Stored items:
● ● ● ● ●

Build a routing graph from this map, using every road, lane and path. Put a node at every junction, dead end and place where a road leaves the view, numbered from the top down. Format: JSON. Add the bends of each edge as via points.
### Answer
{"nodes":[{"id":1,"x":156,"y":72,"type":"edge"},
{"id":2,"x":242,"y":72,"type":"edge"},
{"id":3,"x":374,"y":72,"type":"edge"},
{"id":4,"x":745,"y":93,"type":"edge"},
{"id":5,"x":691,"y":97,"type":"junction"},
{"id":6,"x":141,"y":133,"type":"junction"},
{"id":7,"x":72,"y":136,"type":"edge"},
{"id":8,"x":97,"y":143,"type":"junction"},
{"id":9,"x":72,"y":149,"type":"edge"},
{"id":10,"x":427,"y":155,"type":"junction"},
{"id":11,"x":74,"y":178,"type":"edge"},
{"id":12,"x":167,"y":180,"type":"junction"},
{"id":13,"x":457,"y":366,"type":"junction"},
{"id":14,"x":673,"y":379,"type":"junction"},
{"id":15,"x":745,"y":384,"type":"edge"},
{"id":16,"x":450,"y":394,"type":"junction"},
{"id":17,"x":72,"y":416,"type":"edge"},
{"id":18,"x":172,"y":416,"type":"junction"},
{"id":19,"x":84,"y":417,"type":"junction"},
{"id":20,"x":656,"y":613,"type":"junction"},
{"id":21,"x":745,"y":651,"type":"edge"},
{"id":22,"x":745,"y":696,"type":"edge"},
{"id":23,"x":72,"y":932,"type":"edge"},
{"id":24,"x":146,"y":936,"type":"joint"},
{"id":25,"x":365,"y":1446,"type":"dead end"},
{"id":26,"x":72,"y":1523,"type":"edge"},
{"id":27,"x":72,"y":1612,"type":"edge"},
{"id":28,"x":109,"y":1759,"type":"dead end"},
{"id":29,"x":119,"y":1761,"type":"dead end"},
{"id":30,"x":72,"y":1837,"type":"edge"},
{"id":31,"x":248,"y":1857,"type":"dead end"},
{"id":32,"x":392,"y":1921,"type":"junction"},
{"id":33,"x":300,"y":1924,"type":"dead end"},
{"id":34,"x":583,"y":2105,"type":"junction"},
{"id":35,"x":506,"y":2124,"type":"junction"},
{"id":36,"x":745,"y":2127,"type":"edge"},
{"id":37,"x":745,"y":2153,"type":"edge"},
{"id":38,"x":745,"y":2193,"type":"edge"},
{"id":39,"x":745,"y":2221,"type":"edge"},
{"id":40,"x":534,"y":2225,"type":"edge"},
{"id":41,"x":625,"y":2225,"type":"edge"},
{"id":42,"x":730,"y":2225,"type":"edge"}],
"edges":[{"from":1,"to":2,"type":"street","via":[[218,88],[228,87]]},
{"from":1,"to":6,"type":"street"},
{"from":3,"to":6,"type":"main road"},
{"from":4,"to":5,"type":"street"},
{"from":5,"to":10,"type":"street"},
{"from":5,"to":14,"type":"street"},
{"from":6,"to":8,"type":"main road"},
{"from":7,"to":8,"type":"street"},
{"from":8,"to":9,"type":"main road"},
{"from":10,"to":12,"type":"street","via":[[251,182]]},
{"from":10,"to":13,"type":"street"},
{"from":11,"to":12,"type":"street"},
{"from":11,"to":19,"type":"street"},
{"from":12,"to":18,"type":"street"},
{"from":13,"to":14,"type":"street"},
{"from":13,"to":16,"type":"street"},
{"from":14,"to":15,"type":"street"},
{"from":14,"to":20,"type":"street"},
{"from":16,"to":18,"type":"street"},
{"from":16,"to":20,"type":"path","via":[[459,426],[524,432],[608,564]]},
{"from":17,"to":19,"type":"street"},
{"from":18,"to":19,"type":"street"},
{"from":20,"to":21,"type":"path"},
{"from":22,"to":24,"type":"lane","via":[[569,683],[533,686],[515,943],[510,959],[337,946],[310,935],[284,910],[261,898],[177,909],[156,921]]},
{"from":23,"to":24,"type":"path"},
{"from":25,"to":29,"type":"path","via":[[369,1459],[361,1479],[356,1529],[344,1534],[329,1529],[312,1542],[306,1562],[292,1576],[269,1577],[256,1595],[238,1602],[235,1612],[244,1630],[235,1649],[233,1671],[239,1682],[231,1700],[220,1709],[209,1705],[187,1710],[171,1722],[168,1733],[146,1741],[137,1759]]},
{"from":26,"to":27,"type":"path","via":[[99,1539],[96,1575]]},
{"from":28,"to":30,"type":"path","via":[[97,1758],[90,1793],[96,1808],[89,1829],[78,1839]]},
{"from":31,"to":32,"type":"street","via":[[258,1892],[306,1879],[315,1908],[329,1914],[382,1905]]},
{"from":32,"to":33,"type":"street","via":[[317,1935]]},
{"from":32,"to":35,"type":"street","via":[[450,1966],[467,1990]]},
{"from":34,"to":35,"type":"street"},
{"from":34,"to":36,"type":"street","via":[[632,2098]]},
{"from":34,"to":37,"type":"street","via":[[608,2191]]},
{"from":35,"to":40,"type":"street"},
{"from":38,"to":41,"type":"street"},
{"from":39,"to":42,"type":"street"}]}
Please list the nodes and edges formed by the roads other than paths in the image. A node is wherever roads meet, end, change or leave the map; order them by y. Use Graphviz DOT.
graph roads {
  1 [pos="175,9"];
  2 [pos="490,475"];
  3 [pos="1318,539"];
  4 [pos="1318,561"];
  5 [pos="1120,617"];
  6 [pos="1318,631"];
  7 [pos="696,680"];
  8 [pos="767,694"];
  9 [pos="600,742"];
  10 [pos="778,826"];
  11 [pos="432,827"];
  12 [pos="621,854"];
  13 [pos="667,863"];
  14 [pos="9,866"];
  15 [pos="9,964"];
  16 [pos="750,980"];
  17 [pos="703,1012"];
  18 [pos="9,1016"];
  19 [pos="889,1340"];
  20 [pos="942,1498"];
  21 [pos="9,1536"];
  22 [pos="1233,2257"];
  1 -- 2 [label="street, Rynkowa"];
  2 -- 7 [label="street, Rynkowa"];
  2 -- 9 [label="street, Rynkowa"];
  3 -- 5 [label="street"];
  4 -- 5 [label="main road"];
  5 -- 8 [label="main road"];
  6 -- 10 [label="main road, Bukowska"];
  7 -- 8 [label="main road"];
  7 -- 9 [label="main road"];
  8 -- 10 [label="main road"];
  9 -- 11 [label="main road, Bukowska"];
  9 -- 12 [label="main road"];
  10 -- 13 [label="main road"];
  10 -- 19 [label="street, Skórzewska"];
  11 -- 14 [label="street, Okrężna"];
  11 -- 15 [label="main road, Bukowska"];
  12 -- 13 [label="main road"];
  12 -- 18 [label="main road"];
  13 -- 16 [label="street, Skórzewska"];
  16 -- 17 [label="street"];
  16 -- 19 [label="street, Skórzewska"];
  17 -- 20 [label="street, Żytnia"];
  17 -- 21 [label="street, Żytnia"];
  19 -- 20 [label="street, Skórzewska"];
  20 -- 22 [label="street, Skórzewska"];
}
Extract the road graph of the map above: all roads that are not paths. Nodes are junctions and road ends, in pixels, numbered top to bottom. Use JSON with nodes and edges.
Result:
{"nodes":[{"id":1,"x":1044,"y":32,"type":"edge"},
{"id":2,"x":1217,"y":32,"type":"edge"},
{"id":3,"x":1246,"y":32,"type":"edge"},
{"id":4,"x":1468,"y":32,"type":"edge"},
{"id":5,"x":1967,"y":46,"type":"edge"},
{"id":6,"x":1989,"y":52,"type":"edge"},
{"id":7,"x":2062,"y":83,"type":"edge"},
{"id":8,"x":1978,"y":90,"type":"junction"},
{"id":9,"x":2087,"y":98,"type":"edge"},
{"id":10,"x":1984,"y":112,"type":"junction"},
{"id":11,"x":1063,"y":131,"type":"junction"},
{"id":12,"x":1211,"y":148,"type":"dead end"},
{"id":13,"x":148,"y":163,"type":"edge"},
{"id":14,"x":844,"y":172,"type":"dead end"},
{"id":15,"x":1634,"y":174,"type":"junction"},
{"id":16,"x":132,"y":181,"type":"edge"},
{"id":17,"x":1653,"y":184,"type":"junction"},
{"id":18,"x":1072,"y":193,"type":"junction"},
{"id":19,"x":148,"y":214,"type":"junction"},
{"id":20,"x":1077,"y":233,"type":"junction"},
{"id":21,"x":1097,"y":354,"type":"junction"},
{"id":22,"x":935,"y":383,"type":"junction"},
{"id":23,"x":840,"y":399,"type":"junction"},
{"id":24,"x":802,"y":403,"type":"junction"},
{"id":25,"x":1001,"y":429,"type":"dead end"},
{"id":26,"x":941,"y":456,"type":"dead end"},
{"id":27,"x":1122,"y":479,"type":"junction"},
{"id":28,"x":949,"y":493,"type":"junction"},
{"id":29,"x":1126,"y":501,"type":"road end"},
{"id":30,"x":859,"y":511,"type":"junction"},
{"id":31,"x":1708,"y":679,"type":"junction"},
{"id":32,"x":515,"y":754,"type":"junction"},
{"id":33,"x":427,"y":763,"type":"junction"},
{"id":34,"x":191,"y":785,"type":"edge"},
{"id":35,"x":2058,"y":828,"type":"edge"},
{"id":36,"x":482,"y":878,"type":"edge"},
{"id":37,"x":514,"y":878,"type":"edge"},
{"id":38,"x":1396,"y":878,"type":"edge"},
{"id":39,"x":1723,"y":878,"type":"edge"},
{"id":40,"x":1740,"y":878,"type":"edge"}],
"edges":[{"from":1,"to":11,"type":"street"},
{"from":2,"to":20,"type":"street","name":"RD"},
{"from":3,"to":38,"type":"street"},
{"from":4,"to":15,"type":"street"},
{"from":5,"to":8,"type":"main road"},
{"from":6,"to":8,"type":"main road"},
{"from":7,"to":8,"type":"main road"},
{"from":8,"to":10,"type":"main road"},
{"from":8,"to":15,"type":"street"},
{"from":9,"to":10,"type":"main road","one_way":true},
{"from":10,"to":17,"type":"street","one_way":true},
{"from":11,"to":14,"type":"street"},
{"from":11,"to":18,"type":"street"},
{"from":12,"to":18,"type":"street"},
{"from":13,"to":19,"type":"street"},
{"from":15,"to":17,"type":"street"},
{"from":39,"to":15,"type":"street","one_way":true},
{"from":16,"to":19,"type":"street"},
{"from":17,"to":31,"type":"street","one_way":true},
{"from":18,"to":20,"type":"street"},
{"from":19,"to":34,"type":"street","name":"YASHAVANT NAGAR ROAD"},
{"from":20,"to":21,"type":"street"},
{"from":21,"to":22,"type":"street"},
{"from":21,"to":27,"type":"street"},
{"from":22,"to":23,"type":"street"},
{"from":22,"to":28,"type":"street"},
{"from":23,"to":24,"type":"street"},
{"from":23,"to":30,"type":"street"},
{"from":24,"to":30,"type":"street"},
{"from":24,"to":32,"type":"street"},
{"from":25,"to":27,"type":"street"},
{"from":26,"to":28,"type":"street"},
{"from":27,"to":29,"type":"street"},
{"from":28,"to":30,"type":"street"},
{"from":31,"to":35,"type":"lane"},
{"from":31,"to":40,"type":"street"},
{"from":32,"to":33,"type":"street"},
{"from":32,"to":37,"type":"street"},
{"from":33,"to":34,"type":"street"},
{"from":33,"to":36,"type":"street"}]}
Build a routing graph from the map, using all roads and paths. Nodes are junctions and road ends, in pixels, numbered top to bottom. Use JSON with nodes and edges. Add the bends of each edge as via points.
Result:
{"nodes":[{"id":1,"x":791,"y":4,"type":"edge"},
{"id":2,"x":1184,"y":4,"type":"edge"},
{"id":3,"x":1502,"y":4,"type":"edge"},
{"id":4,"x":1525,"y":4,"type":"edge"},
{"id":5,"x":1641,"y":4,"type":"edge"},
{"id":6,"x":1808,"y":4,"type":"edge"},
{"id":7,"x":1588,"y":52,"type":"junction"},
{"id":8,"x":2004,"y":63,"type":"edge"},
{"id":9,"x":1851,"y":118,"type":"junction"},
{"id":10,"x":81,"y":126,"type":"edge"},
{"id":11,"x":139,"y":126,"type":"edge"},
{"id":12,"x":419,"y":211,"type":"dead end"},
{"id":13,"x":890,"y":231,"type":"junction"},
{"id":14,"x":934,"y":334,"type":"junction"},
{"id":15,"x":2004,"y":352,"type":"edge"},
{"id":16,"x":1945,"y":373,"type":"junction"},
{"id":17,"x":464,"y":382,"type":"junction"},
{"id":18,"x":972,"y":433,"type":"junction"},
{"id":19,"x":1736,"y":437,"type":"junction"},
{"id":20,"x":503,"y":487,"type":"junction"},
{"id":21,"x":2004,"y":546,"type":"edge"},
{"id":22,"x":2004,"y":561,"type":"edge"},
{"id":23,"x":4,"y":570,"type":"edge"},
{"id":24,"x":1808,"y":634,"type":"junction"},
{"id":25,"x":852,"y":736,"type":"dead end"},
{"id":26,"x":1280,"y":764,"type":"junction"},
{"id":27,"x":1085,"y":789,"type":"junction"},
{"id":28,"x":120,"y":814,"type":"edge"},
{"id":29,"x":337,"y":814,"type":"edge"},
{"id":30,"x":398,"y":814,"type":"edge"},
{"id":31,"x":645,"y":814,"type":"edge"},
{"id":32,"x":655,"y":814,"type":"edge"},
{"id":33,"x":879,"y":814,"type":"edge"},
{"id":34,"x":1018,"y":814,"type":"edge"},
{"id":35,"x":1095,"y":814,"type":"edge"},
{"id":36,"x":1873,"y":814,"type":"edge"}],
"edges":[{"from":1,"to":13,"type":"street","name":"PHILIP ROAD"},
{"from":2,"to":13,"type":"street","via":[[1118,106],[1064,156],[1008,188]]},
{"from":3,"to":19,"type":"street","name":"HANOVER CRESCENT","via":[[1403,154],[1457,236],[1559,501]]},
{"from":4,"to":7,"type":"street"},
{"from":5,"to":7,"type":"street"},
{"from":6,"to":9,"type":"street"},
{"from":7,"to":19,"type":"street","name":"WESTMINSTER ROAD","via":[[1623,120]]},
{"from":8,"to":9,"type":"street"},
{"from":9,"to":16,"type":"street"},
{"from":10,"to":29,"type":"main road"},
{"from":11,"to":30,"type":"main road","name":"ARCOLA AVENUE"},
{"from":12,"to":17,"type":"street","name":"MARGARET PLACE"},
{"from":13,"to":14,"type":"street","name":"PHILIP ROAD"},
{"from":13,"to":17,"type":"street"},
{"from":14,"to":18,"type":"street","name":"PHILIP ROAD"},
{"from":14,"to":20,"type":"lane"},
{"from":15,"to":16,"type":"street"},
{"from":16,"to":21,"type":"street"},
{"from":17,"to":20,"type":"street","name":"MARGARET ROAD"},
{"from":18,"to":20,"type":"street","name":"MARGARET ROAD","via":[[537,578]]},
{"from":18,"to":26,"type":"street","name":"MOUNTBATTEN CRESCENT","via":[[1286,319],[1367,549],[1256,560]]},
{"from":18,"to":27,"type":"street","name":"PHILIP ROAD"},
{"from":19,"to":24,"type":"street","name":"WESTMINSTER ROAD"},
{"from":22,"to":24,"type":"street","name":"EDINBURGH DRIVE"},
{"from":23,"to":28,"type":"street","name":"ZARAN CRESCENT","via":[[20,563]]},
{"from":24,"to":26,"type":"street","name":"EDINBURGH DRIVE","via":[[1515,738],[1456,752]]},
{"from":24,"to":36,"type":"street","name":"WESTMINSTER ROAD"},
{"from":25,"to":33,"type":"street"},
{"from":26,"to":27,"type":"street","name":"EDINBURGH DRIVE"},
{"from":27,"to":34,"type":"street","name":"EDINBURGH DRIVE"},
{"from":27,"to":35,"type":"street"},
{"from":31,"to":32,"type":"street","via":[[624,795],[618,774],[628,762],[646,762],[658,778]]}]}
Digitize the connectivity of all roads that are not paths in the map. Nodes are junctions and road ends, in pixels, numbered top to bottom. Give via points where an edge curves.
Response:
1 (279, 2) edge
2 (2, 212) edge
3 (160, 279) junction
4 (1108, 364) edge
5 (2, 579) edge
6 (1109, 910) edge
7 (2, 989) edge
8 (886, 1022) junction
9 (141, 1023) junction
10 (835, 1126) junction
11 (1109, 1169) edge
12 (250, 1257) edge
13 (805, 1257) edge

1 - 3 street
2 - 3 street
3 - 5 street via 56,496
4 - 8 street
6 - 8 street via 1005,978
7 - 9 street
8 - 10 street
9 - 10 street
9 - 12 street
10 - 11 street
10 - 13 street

● ● ● ● ●

__Task requirements__. The word to look for is "junctions"; copy out every line of the entries that holds it.

__Answer to this task__.
Extract the road graph of the map above: all roads that are not paths. Nodes are junctions and road ends, in pixels, numbered top to bottom. Use JSON with nodes and edges.
Build a routing graph from the map, using all roads and paths. Nodes are junctions and road ends, in pixels, numbered top to bottom. Use JSON with nodes and edges. Add the bends of each edge as via points.
Digitize the connectivity of all roads that are not paths in the map. Nodes are junctions and road ends, in pixels, numbered top to bottom. Give via points where an edge curves.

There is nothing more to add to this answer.